Se la pudicizia riguardi specialmente la castità

SEMBRA che la pudicizia non riguardi in modo speciale la castità. Infatti:
1. S. Agostino afferma, che “la pudicizia è una virtù dell’anima”. Dunque non è una cosa che riguarda la castità, ma è una virtù a sé stante distinta dalla castità.
2. Pudicizia deriva da pudore, il quale s’identifica con la vergogna. Ma la vergogna, a detta del Damasceno, “ha per oggetto gli atti vergognosi”; e questi si riscontrano in ogni vizio. Perciò la pudicizia non riguarda la castità più delle altre virtù.
3. Il Filosofo afferma che qualsiasi intemperanza è sommamente “obbrobriosa”. Ora, è compito della pudicizia fuggire le cose obbrobriose. Dunque la pudicizia riguarda tutte le parti della temperanza, e non in particolare la castità.

IN CONTRARIO: S. Agostino ha scritto: “Bisogna predicare la pudicizia, perché chi ha orecchi da intendere non compia nulla di illecito con gli organi genitali”. Ma l’uso di questi organi appartiene propriamente alla castità. Dunque la pudicizia riguarda propriamente la castità.

RISPONDO: Il termine pudicizia deriva da pudore, che sta a indicare vergogna. Perciò la pudicizia propriamente riguarda le cose di cui gli uomini maggiormente si vergognano. Ora, gli uomini si vergognano soprattutto degli atti venerei, come dice S. Agostino: al punto che anche lo stesso atto coniugale, rivestito dell’onestà del matrimonio, è pur sempre vergognoso. E questo perché il moto degli organi genitali non sottostà al comando della ragione, come quello delle altre membra. E l’uomo si vergogna non solo dell’atto venereo, ma di tutto ciò che vi si riferisce, come nota il Filosofo. Ecco perché la pudicizia propriamente riguarda le cose veneree: e specialmente i gesti che esprimono questi sentimenti, come gli sguardi, i baci e i toccamenti impudichi. E poiché questi gesti sono più facili a riscontrarsi, la pudicizia riguarda soprattutto questi segni esterni: mentre la castità ha per oggetto la stessa copula carnale. Perciò la pudicizia è ordinata alla castità, non come virtù distinta, ma come una rifinitura che ne indica certe particolari circostanze. Tuttavia talora si prende l’una per l’altra.

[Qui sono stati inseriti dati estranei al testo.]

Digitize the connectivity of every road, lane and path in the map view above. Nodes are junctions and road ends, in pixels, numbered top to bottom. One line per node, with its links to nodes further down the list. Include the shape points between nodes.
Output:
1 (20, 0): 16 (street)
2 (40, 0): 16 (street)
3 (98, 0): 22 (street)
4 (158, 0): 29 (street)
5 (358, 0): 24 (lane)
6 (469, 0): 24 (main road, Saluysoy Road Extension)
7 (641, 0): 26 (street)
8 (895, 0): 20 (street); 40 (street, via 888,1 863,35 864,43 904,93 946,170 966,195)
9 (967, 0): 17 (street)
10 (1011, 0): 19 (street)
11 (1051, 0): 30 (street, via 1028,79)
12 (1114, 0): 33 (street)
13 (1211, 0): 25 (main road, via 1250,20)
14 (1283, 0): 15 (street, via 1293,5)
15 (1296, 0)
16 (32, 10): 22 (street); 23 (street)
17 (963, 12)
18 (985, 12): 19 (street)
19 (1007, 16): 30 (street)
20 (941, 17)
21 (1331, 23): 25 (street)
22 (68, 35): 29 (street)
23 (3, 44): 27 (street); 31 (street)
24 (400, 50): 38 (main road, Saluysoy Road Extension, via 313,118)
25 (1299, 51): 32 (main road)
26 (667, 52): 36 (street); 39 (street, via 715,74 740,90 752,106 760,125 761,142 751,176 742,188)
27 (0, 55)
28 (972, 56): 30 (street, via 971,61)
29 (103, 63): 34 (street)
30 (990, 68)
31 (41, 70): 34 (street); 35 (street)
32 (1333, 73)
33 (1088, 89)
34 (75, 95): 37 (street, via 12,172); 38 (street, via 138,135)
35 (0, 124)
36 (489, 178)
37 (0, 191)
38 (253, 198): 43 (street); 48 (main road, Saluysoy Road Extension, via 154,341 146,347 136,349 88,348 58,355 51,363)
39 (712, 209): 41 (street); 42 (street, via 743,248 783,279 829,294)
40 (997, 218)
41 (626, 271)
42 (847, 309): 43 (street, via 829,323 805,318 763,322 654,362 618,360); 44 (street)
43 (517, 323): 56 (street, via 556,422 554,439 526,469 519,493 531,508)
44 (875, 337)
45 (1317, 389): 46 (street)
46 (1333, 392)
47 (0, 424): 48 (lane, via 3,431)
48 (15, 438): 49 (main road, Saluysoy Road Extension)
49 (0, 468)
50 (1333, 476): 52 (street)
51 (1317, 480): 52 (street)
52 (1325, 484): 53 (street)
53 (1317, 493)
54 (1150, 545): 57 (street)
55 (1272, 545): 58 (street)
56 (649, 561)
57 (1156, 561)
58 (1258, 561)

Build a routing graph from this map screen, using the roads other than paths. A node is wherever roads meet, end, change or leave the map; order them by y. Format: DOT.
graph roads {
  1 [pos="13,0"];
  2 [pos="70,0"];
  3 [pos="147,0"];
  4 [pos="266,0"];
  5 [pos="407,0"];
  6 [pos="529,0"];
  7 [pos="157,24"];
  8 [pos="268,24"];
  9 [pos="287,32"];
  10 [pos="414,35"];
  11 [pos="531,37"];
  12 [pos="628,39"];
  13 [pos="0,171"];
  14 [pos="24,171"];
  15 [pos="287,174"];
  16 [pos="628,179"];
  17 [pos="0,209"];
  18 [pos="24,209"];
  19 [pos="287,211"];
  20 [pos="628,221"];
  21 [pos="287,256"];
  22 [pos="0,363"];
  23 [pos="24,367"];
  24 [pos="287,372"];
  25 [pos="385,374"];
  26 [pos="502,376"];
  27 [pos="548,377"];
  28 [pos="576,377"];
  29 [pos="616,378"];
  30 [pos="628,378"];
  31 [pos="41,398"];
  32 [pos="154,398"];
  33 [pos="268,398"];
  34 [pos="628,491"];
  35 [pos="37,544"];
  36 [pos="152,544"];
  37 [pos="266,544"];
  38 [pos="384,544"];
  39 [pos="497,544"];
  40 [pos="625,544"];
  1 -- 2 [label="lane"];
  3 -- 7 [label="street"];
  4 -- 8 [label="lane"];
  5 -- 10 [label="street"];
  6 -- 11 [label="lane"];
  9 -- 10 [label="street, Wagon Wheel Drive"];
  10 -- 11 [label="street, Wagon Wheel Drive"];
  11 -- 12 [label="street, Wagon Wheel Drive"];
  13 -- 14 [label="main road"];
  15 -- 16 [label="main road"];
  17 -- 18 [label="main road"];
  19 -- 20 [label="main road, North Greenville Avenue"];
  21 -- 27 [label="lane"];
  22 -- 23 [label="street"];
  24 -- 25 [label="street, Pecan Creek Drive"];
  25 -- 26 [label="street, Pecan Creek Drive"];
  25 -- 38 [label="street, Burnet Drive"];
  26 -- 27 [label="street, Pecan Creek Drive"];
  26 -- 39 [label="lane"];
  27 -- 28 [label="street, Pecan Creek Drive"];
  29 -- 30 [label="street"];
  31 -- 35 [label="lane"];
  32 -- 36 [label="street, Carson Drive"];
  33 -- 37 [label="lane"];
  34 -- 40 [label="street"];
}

SOLUZIONE DELLE DIFFICOLTÀ: 1. In quel testo S. Agostino prende la pudicizia come sinonimo di castità.
2. Sebbene tutti i vizi implichino una certa vergogna, i vizi dell’intemperanza, secondo le spiegazioni date, la implicano in maniera speciale.
3. Tra tutti i peccati d’intemperanza i più obbrobriosi sono i peccati venerei, sia per la ribellione degli organi genitali, sia perché la ragione ne viene del tutto sopraffatta.